[[ Records to process, beginning ]]

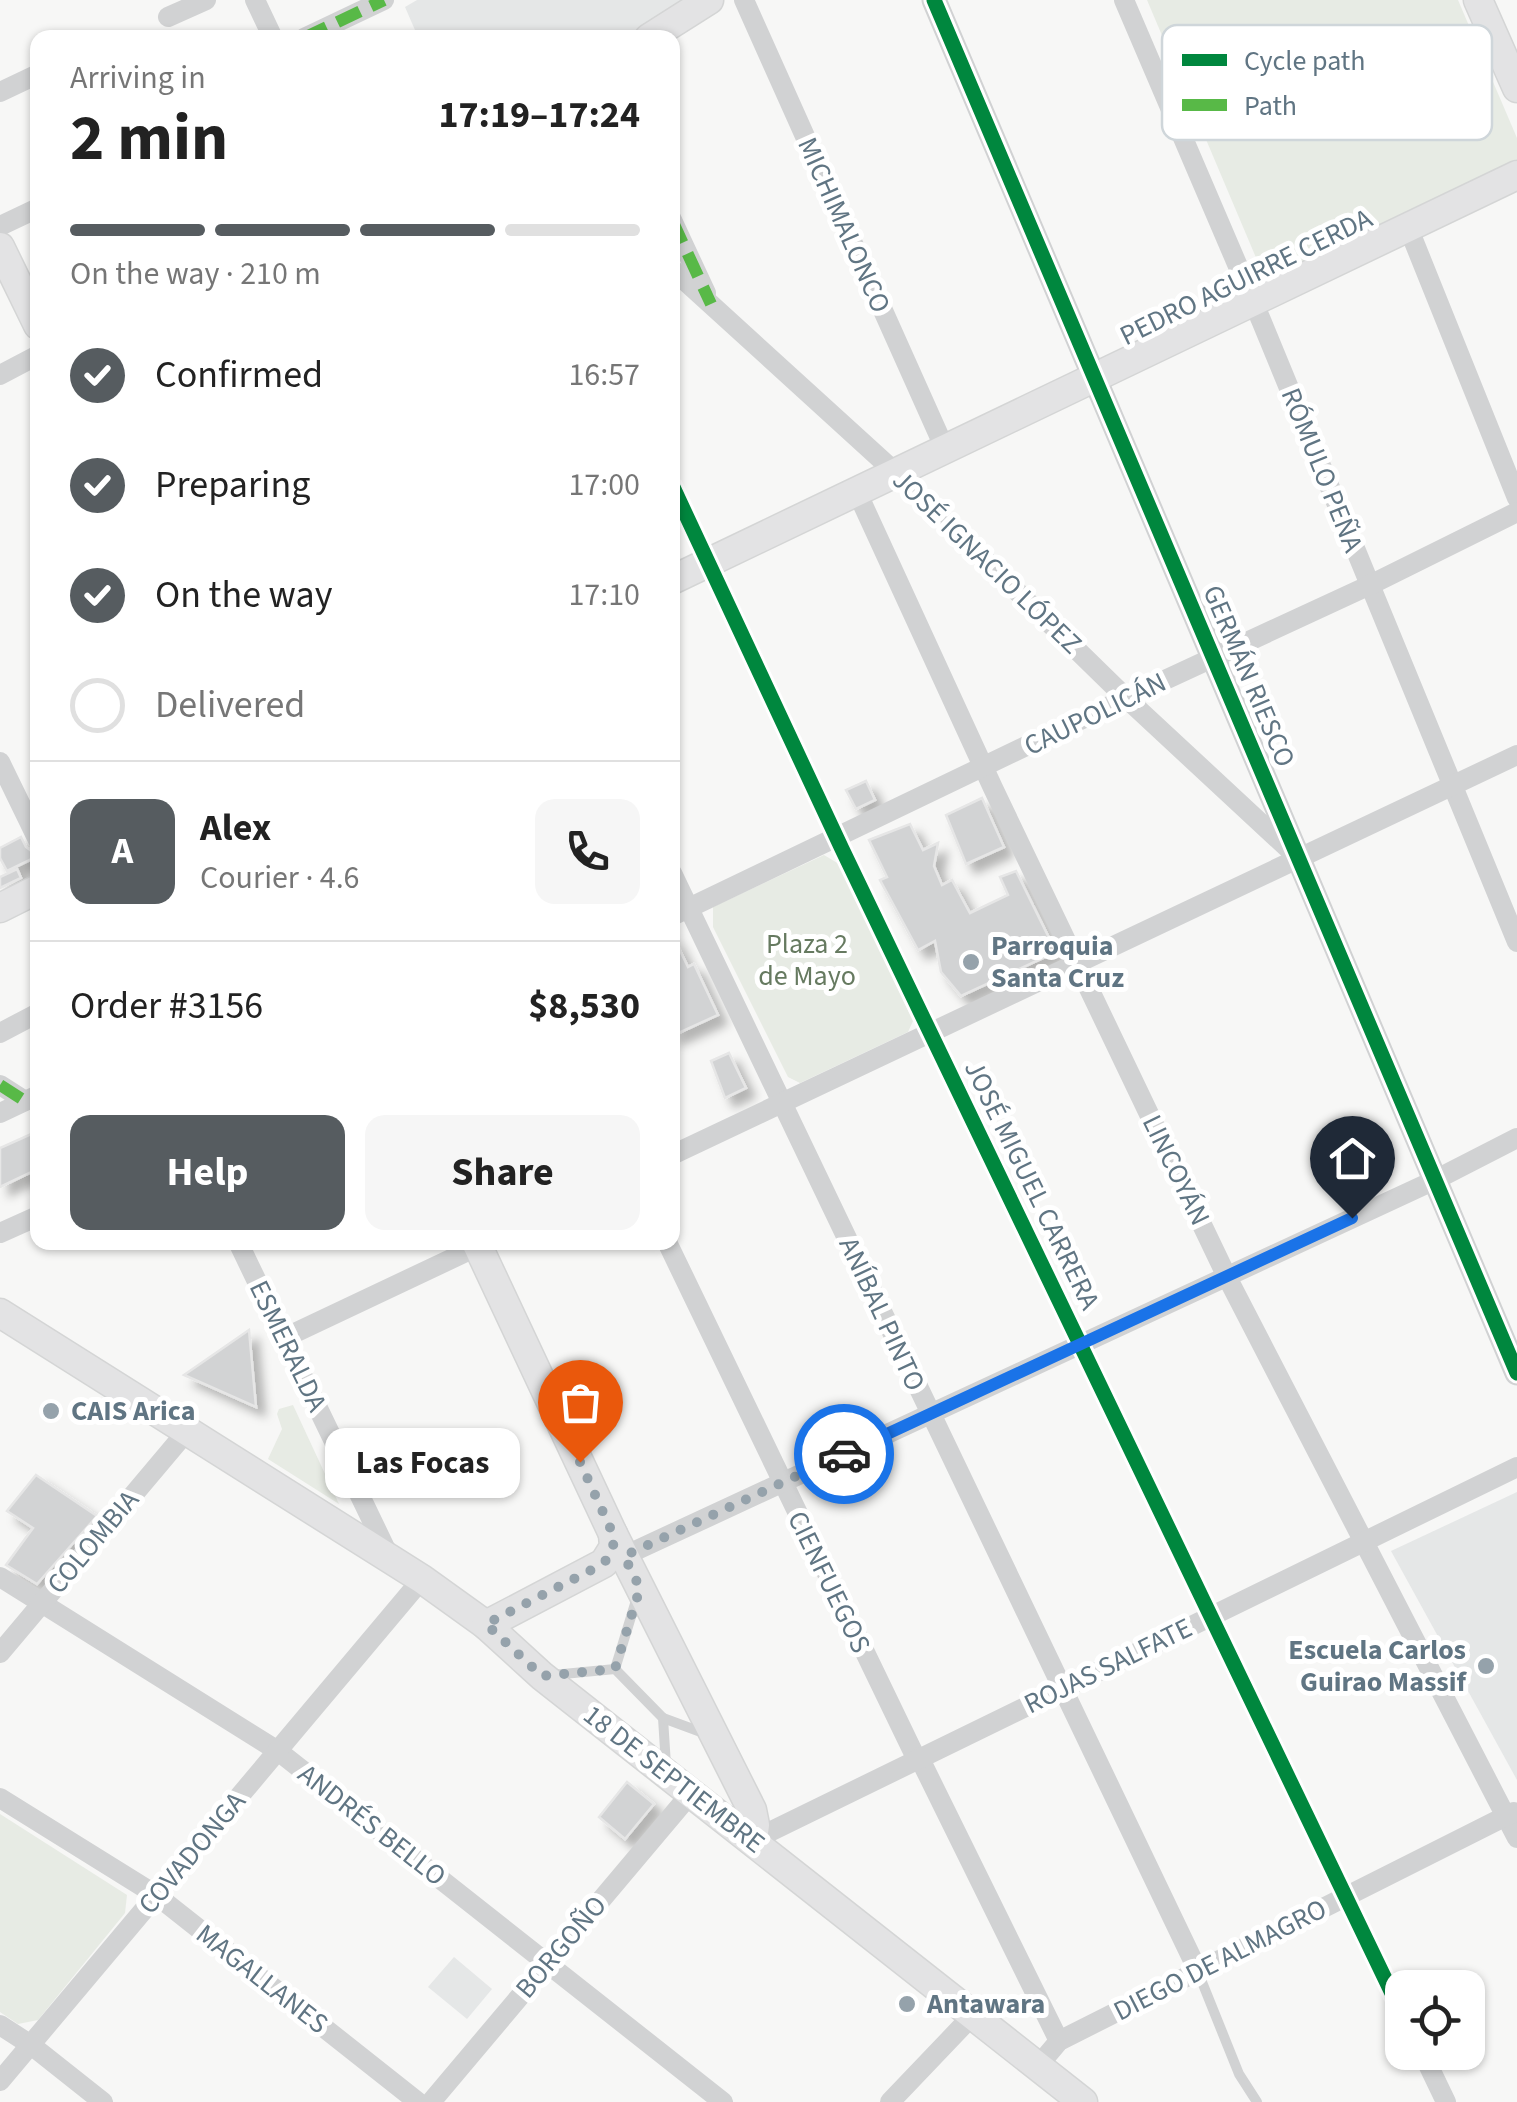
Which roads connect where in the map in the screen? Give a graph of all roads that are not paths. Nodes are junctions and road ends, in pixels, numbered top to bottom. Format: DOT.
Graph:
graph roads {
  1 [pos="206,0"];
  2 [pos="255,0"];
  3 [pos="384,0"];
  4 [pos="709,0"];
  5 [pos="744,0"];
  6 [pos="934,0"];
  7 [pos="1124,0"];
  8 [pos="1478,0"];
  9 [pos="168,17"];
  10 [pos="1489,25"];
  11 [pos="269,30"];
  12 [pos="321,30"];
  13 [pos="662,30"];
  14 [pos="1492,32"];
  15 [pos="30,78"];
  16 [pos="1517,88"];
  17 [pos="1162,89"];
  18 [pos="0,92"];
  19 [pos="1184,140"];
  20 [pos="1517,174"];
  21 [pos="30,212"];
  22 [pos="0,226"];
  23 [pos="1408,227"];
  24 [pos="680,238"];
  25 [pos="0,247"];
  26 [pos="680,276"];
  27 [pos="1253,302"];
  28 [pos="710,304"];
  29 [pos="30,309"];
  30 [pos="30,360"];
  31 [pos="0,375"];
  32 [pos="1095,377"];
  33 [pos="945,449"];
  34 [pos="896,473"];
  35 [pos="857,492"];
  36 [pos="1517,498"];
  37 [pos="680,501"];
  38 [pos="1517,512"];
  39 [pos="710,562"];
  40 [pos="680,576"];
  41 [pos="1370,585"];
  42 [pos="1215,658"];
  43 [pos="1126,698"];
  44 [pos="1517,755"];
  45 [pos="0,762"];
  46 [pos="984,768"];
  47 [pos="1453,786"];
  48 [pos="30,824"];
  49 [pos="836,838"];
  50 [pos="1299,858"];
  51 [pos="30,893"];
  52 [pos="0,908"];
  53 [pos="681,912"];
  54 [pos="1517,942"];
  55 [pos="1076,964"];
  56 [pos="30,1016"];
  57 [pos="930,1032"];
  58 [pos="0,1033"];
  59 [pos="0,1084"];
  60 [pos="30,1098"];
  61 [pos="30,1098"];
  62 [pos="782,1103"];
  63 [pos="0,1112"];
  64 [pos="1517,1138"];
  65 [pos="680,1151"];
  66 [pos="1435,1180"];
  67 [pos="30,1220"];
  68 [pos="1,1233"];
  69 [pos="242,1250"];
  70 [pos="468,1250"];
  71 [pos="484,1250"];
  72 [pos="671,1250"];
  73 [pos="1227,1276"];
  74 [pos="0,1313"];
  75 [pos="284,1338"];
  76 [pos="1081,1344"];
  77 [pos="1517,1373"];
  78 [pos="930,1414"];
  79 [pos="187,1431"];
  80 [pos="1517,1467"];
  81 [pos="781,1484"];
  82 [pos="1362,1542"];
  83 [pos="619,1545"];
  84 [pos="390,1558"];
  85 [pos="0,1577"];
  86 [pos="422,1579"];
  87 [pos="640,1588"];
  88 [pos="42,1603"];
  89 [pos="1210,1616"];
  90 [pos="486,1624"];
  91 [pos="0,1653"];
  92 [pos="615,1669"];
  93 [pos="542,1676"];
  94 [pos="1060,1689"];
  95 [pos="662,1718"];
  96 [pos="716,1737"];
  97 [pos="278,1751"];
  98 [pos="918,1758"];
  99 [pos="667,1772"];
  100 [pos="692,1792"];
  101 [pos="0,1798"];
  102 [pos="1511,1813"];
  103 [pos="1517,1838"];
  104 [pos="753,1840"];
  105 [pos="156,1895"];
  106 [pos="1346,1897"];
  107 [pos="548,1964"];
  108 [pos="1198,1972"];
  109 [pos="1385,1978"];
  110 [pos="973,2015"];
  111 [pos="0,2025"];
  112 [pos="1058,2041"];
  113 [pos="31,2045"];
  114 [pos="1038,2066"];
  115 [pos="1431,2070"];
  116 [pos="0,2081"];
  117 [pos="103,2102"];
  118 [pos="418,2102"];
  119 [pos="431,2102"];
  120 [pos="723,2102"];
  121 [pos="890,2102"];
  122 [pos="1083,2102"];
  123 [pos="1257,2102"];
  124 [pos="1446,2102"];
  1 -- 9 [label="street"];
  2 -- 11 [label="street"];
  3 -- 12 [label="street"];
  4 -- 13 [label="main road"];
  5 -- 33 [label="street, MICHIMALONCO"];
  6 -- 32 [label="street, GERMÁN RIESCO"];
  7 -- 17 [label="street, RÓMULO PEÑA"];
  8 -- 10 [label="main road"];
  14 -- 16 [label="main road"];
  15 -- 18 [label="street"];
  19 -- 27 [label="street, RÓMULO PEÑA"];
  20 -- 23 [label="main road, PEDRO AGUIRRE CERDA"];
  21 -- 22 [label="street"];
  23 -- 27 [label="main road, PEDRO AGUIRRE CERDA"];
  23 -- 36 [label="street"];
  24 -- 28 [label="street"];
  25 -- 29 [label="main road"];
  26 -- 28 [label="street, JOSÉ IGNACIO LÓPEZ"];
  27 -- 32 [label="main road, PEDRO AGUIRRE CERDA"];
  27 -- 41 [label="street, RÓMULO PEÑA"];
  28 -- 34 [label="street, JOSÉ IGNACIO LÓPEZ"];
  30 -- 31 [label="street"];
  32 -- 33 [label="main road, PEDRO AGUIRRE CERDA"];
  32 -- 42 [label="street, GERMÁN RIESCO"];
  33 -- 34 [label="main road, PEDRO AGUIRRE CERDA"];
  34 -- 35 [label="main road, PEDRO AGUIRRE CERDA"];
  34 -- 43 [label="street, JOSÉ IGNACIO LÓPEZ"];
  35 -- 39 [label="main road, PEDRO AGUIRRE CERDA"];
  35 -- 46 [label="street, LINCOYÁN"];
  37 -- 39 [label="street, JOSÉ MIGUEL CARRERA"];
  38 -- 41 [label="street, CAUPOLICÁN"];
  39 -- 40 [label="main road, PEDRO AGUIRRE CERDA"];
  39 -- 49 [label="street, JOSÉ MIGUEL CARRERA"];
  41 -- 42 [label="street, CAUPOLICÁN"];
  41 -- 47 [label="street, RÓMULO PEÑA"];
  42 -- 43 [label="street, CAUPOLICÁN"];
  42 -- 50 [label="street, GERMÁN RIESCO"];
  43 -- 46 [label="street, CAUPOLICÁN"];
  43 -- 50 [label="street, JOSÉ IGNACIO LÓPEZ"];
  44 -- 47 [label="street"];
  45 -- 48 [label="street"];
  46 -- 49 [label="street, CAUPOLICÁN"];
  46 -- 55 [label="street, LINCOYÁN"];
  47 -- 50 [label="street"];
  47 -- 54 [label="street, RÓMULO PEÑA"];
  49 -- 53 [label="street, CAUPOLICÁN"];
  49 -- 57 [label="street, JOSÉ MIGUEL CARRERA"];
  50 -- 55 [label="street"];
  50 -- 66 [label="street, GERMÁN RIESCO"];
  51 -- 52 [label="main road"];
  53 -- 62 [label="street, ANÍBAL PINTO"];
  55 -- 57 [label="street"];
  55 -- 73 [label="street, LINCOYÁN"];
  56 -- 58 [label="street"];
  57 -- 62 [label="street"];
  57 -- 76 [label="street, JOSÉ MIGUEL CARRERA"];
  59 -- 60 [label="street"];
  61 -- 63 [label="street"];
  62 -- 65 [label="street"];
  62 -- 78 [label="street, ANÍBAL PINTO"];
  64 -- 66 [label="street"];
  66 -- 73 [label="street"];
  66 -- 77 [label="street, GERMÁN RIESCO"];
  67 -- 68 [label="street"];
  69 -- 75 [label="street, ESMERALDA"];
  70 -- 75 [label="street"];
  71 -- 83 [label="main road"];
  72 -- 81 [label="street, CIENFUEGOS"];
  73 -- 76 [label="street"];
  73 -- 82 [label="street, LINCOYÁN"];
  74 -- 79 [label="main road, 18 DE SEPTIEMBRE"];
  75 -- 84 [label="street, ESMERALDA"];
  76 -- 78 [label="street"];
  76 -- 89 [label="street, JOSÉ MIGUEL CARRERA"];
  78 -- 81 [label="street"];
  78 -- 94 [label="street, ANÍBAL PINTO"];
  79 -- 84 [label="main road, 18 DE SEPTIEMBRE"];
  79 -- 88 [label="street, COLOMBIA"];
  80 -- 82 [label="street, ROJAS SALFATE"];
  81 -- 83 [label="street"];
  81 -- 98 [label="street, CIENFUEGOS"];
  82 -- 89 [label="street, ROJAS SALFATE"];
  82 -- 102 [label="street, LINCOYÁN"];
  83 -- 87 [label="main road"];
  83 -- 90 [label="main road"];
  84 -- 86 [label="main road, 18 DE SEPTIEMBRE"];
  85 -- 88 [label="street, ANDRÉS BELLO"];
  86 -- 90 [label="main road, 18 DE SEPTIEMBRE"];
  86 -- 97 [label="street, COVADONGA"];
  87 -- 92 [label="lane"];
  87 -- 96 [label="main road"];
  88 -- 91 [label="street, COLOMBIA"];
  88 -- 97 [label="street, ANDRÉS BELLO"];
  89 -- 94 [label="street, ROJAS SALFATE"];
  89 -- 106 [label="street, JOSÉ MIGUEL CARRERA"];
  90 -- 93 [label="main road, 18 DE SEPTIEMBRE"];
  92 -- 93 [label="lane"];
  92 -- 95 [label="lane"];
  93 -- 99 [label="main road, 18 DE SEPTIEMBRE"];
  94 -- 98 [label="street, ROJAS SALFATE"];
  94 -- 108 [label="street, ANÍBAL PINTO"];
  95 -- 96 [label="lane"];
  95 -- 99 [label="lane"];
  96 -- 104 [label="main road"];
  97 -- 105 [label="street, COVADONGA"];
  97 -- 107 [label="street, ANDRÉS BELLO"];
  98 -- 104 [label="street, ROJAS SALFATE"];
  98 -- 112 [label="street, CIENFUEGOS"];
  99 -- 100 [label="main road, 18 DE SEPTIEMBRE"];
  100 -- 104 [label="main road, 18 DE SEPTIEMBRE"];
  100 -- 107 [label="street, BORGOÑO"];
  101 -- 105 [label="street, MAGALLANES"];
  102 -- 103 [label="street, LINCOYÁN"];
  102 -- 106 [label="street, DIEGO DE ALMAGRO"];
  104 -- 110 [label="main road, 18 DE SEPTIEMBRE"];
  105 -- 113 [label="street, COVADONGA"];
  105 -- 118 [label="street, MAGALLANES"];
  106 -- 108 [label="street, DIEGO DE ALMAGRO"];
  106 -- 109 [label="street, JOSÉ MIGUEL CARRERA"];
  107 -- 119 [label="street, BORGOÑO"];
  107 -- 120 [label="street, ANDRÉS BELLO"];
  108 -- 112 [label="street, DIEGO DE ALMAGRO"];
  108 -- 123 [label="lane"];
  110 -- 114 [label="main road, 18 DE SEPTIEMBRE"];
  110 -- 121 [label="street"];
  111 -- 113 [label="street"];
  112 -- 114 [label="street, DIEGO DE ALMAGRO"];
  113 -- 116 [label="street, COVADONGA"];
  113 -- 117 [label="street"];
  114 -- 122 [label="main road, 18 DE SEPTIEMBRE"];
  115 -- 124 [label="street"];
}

[[ Records to process, end ]]

Problem statement: Among the records above, which lines hold the word "PEÑA"? Copy each one.

Response box:
  7 -- 17 [label="street, RÓMULO PEÑA"];
  19 -- 27 [label="street, RÓMULO PEÑA"];
  27 -- 41 [label="street, RÓMULO PEÑA"];
  41 -- 47 [label="street, RÓMULO PEÑA"];
  47 -- 54 [label="street, RÓMULO PEÑA"];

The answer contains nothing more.